Павел Алфимов: Он боится людных мест, больших незакрытых пространств, скопления людей. Существуют разные методики психотерапии, которые помогают пациенту избавиться от панической реакции на пугающий стимул. Это не быстро, на это нужно некоторое время, но они реально работают и работают не хуже лекарств. Если речь идёт об умеренной тяжести или о легком расстройстве, они точно работают. Наверное, если это тяжёлые расстройства, то неплохо бы подключать лекарства, причём сразу. 

Виктория Читлова:  Здесь такой вопрос, Павел: чья это вотчина, территория чья, кто должен определять степень тяжести тревожных состояний, и кто должен ими заниматься? Я говорю сейчас о психологах или о психиатрах. Как пациенту сориентироваться, кто ему должен помогать?
Павел Алфимов: Скажем так, если тревога зашкаливает настолько, что что ты не можешь сварить кашу и встать с кровати, или закончить телефонный разговор, есть смысл сразу идти к врачу.


Виктория Читлова:  То есть мы говорим о степени дезадаптации, насколько это состояние мешает человеку адаптироваться в жизни, нормально функционировать, насколько его текущее состояние отличается от его нормы. 
Павел Алфимов: Так точно.

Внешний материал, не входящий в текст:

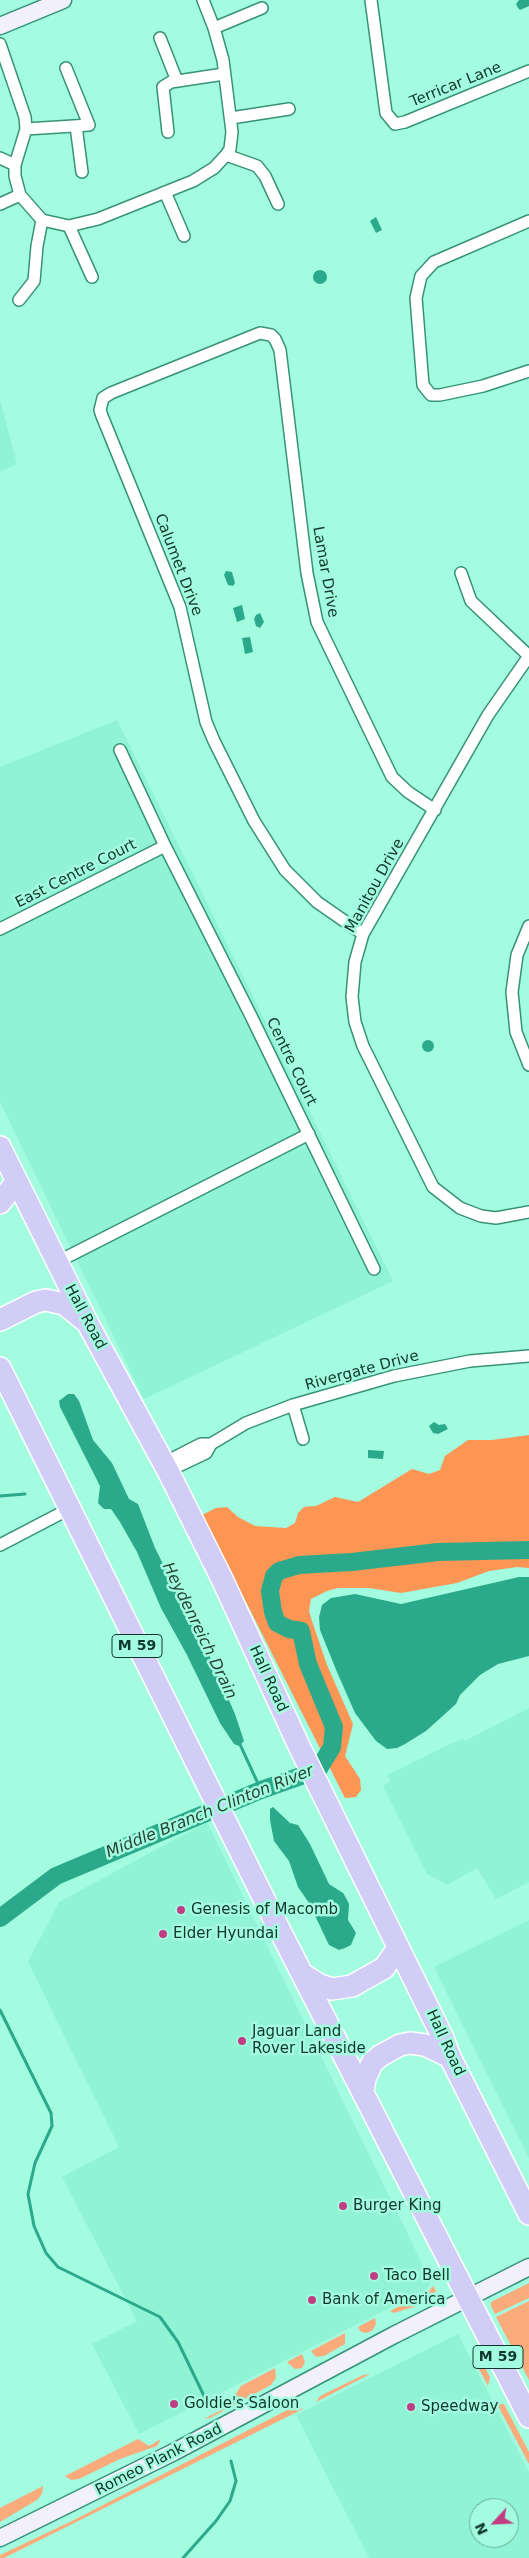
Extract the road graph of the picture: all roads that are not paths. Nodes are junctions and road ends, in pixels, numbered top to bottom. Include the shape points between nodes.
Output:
1 (62, 0) edge
2 (203, 0) edge
3 (371, 0) edge
4 (262, 8) dead end
5 (0, 26) edge
6 (214, 28) junction
7 (160, 38) dead end
8 (0, 44) edge
9 (66, 68) dead end
10 (529, 71) edge
11 (224, 74) junction
12 (177, 81) junction
13 (289, 110) dead end
14 (230, 118) junction
15 (76, 126) junction
16 (26, 129) junction
17 (168, 132) dead end
18 (226, 155) junction
19 (0, 158) edge
20 (14, 164) junction
21 (82, 172) dead end
22 (165, 192) junction
23 (20, 195) junction
24 (0, 204) edge
25 (278, 204) dead end
26 (42, 220) junction
27 (529, 221) edge
28 (69, 226) junction
29 (184, 236) dead end
30 (92, 277) dead end
31 (19, 300) dead end
32 (271, 335) joint
33 (529, 371) edge
34 (461, 573) dead end
35 (529, 656) edge
36 (120, 750) dead end
37 (435, 810) junction
38 (165, 846) junction
39 (529, 926) edge
40 (0, 929) edge
41 (363, 934) junction
42 (529, 1066) edge
43 (309, 1134) junction
44 (0, 1147) edge
45 (16, 1182) junction
46 (0, 1203) edge
47 (529, 1212) edge
48 (57, 1262) junction
49 (374, 1269) dead end
50 (0, 1320) edge
51 (88, 1324) junction
52 (529, 1356) edge
53 (0, 1368) edge
54 (294, 1404) junction
55 (303, 1439) dead end
56 (166, 1467) junction
57 (69, 1510) junction
58 (0, 1545) edge
59 (398, 1948) junction
60 (302, 1974) junction
61 (450, 2057) junction
62 (363, 2090) junction
63 (529, 2214) edge
64 (529, 2267) edge
65 (467, 2298) junction
66 (529, 2417) edge
67 (0, 2538) edge

1 - 5 main road
2 - 6 street
3 - 10 street, Terricar Lane via 386,113 395,124
4 - 6 street
6 - 11 street via 221,47
7 - 12 street
8 - 16 street via 23,105
9 - 15 street via 89,125
11 - 12 street
11 - 14 street
12 - 17 street via 163,87
13 - 14 street
14 - 18 street via 231,141
15 - 16 street
15 - 21 street
16 - 20 street
18 - 22 street via 204,175
18 - 25 street via 257,166
19 - 20 street
20 - 23 street
22 - 28 street via 98,219
22 - 29 street
23 - 24 street
23 - 26 street
26 - 28 street
26 - 31 street via 36,246 34,281
27 - 33 street via 434,262 421,276 416,298 423,385 431,395 483,386
28 - 30 street
32 - 37 street, Lamar Drive via 280,350 307,573 317,622 392,777
32 - 41 street, Calumet Drive via 260,332 111,392 103,398 100,410 176,596 210,732 254,821 296,882 327,910
34 - 35 street via 471,601
35 - 37 street, Manitou Drive via 492,709
36 - 38 street, Centre Court
37 - 41 street, Manitou Drive
38 - 40 street, East Centre Court
38 - 43 street, Centre Court
39 - 42 street via 519,949 512,992 516,1032
41 - 47 street, Manitou Drive via 353,980 357,1032 426,1175 445,1198 473,1213 496,1218
43 - 48 street
43 - 49 street, Centre Court
44 - 45 highway, Hall Road
45 - 46 highway
45 - 48 highway, Hall Road
48 - 51 highway, Hall Road
50 - 51 highway via 46,1300 64,1304
51 - 56 highway, Hall Road
52 - 54 street, Rivergate Drive via 446,1364
53 - 57 highway, M 59
54 - 55 street
54 - 56 street, Rivergate Drive via 246,1423 211,1444 206,1453
56 - 59 highway, Hall Road
57 - 58 street
57 - 60 highway, M 59
59 - 60 highway via 384,1968 352,1986 332,1989
59 - 61 highway, Hall Road
60 - 62 highway, M 59
61 - 62 highway via 425,2046 400,2045 372,2063
61 - 63 highway, Hall Road
62 - 65 highway, M 59
64 - 65 main road, Romeo Plank Road
65 - 66 highway, M 59
65 - 67 main road, Romeo Plank Road via 174,2452

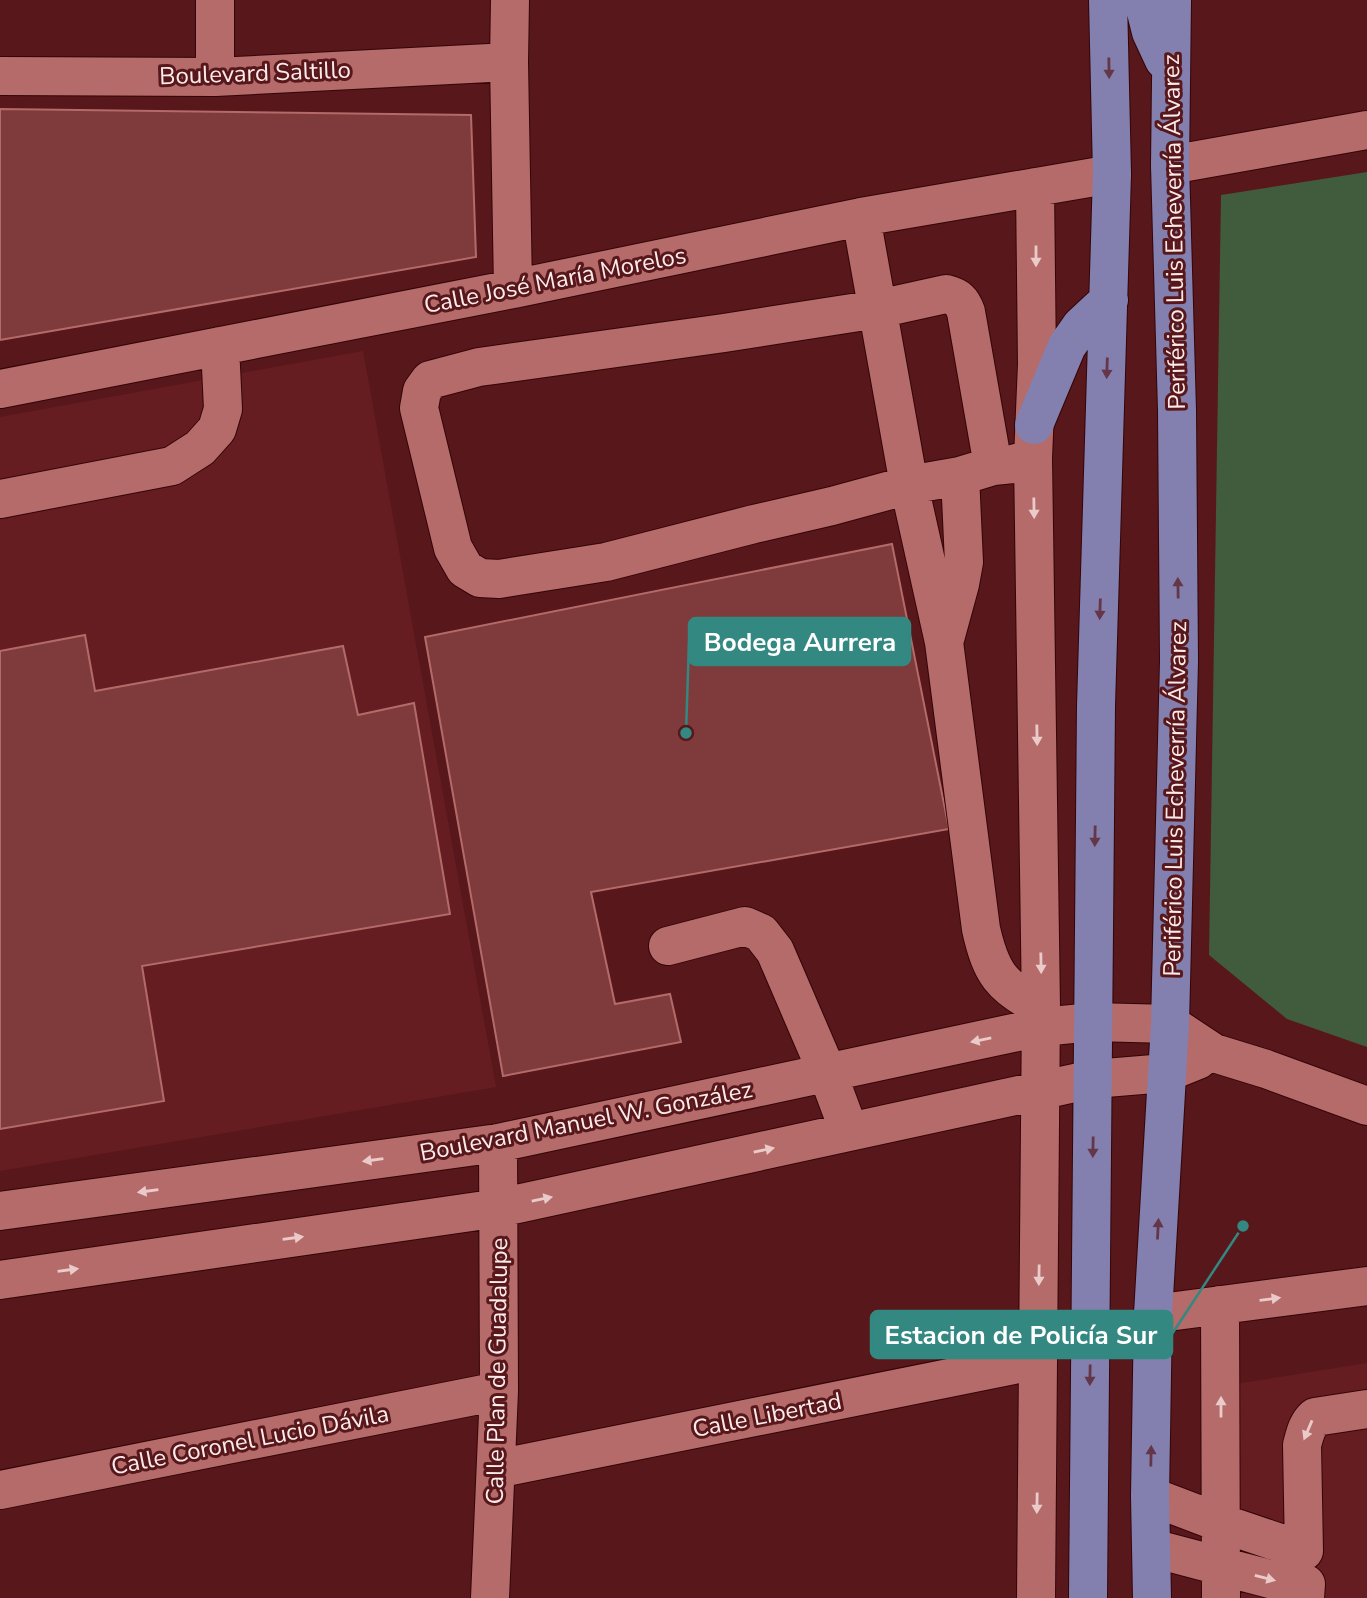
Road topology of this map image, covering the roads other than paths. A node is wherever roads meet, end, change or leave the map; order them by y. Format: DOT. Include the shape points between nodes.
graph roads {
  1 [pos="215,0"];
  2 [pos="510,0"];
  3 [pos="1108,0"];
  4 [pos="1143,0"];
  5 [pos="1172,0"];
  6 [pos="509,62"];
  7 [pos="1171,74"];
  8 [pos="0,76"];
  9 [pos="215,77"];
  10 [pos="1367,130"];
  11 [pos="1170,165"];
  12 [pos="1112,174"];
  13 [pos="1035,187"];
  14 [pos="861,217"];
  15 [pos="513,289"];
  16 [pos="1109,300"];
  17 [pos="878,309"];
  18 [pos="220,346"];
  19 [pos="0,389"];
  20 [pos="1034,441"];
  21 [pos="976,471"];
  22 [pos="909,485"];
  23 [pos="0,499"];
  24 [pos="944,642"];
  25 [pos="668,946"];
  26 [pos="1041,1017"];
  27 [pos="1093,1023"];
  28 [pos="1170,1024"];
  29 [pos="1214,1053"];
  30 [pos="827,1072"];
  31 [pos="1166,1073"];
  32 [pos="1093,1079"];
  33 [pos="1041,1090"];
  34 [pos="1367,1106"];
  35 [pos="849,1131"];
  36 [pos="498,1143"];
  37 [pos="499,1208"];
  38 [pos="0,1211"];
  39 [pos="0,1280"];
  40 [pos="1367,1286"];
  41 [pos="1220,1305"];
  42 [pos="1153,1314"];
  43 [pos="1038,1360"];
  44 [pos="499,1391"];
  45 [pos="1367,1409"];
  46 [pos="496,1469"];
  47 [pos="0,1490"];
  48 [pos="1150,1496"];
  49 [pos="1221,1523"];
  50 [pos="1152,1548"];
  51 [pos="1305,1578"];
  52 [pos="1221,1582"];
  53 [pos="490,1598"];
  54 [pos="1036,1598"];
  55 [pos="1088,1598"];
  56 [pos="1152,1598"];
  1 -- 9 [label="street"];
  2 -- 6 [label="street"];
  3 -- 12 [label="main road, one-way"];
  4 -- 7 [label="main road" via="1151,32"];
  5 -- 7 [label="main road, Periférico Luis Echeverría Álvarez"];
  6 -- 9 [label="street, Boulevard Saltillo"];
  6 -- 15 [label="street"];
  7 -- 11 [label="main road, Periférico Luis Echeverría Álvarez"];
  8 -- 9 [label="street, Boulevard Saltillo"];
  10 -- 11 [label="street"];
  28 -- 11 [label="main road, Periférico Luis Echeverría Álvarez, one-way" via="1179,661"];
  12 -- 13 [label="street, Calle José María Morelos"];
  12 -- 16 [label="main road"];
  13 -- 14 [label="street, Calle José María Morelos"];
  13 -- 20 [label="street, one-way"];
  14 -- 15 [label="street, Calle José María Morelos"];
  14 -- 17 [label="street"];
  15 -- 18 [label="street, Calle José María Morelos"];
  16 -- 20 [label="main road" via="1067,346"];
  16 -- 27 [label="main road, one-way"];
  17 -- 21 [label="street" via="946,294 962,301 967,312"];
  17 -- 22 [label="street"];
  17 -- 22 [label="street" via="479,367 430,380 419,408 453,548 465,569 480,578 606,562"];
  18 -- 19 [label="street, Calle José María Morelos"];
  18 -- 23 [label="street" via="223,408 217,429 200,448 172,466"];
  20 -- 21 [label="street" via="1013,464"];
  20 -- 26 [label="street, one-way"];
  21 -- 22 [label="street"];
  21 -- 24 [label="street" via="960,584"];
  22 -- 24 [label="street"];
  24 -- 26 [label="street" via="987,956 1001,979"];
  25 -- 30 [label="street" via="745,926 761,933 775,951"];
  26 -- 27 [label="street, Boulevard Manuel W. González"];
  26 -- 30 [label="street, Boulevard Manuel W. González, one-way"];
  26 -- 33 [label="street"];
  27 -- 28 [label="street, Boulevard Manuel W. González"];
  27 -- 32 [label="main road"];
  28 -- 29 [label="street"];
  28 -- 31 [label="main road, Periférico Luis Echeverría Álvarez"];
  29 -- 31 [label="street"];
  29 -- 34 [label="street"];
  30 -- 35 [label="street"];
  30 -- 36 [label="street, Boulevard Manuel W. González"];
  31 -- 32 [label="street"];
  42 -- 31 [label="main road, Periférico Luis Echeverría Álvarez, one-way"];
  32 -- 33 [label="street"];
  32 -- 55 [label="main road, one-way"];
  33 -- 35 [label="street"];
  33 -- 43 [label="street, one-way"];
  37 -- 35 [label="street, one-way"];
  36 -- 37 [label="street, Calle Plan de Guadalupe"];
  36 -- 38 [label="street, Boulevard Manuel W. González, one-way"];
  39 -- 37 [label="street, one-way"];
  37 -- 44 [label="street, Calle Plan de Guadalupe"];
  41 -- 40 [label="street, one-way"];
  41 -- 42 [label="street"];
  49 -- 41 [label="street, one-way"];
  48 -- 42 [label="main road, Periférico Luis Echeverría Álvarez, one-way"];
  43 -- 46 [label="street, Calle Libertad"];
  43 -- 54 [label="street, one-way"];
  44 -- 46 [label="street, Calle Plan de Guadalupe"];
  44 -- 47 [label="street, Calle Coronel Lucio Dávila"];
  45 -- 51 [label="street, one-way" via="1315,1417 1307,1428 1302,1445"];
  46 -- 53 [label="street, Calle Plan de Guadalupe"];
  48 -- 49 [label="street"];
  48 -- 50 [label="main road, Periférico Luis Echeverría Álvarez"];
  49 -- 51 [label="street"];
  49 -- 52 [label="street"];
  50 -- 52 [label="street"];
  50 -- 56 [label="main road, Periférico Luis Echeverría Álvarez"];
  52 -- 51 [label="street, one-way" via="1285,1583"];
}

Если речь идёт о менее тяжёлом нарушении функционирования, можно для начала обратиться к психологу, к психотерапевту и попробовать начать бороться без медикаментов, либо использовать ограниченное медикаментозное лечение. 

Виктория Читлова:  Как долго надо терпеть? Тоже, я думаю, актуальный вопрос. «Справлюсь сам, книжки почитаю, или на кухне посижу, поговорю с подругой», или другом, и так далее.

Павел Алфимов: Хороший вопрос, у меня нет на него готового ответа. Однако, если речь идёт о приступах паники, если развёрнутый приступ паники со страхом смерти, со страхом сойти с ума, с учащённым сердцебиением с другими вегетативными симптомами, возник второй раз в жизни в течение ограниченного периода времени, например, за два месяца подряд – это уже повод задуматься и пойти к специалисту, просто говорить про это. 

Виктория Читлова: Позвольте ещё отметить, если присоединяется агорафобия, то есть грубо говоря, человек не выходит из дома, и работать толком не может, то, конечно же, это уже прямое показание для обращения к специалисту. Вообще, когда мы затрагиваем вопрос "К кому лучше", я люблю говорить о том, что сейчас современным специалистам важно ориентироваться и в психологии, и психиатрии, такой посыл и к коллегам, и к психологам и так далее. Очень важно ещё учитывать такой момент, что лучше преодолеть страх обращения к психиатру, прийти к нему и исключить хотя бы более серьёзное заболевание, или определить хотя бы степень тяжести состояния пациента, и уже, в том числе, работать и психологически, если состояние того требует.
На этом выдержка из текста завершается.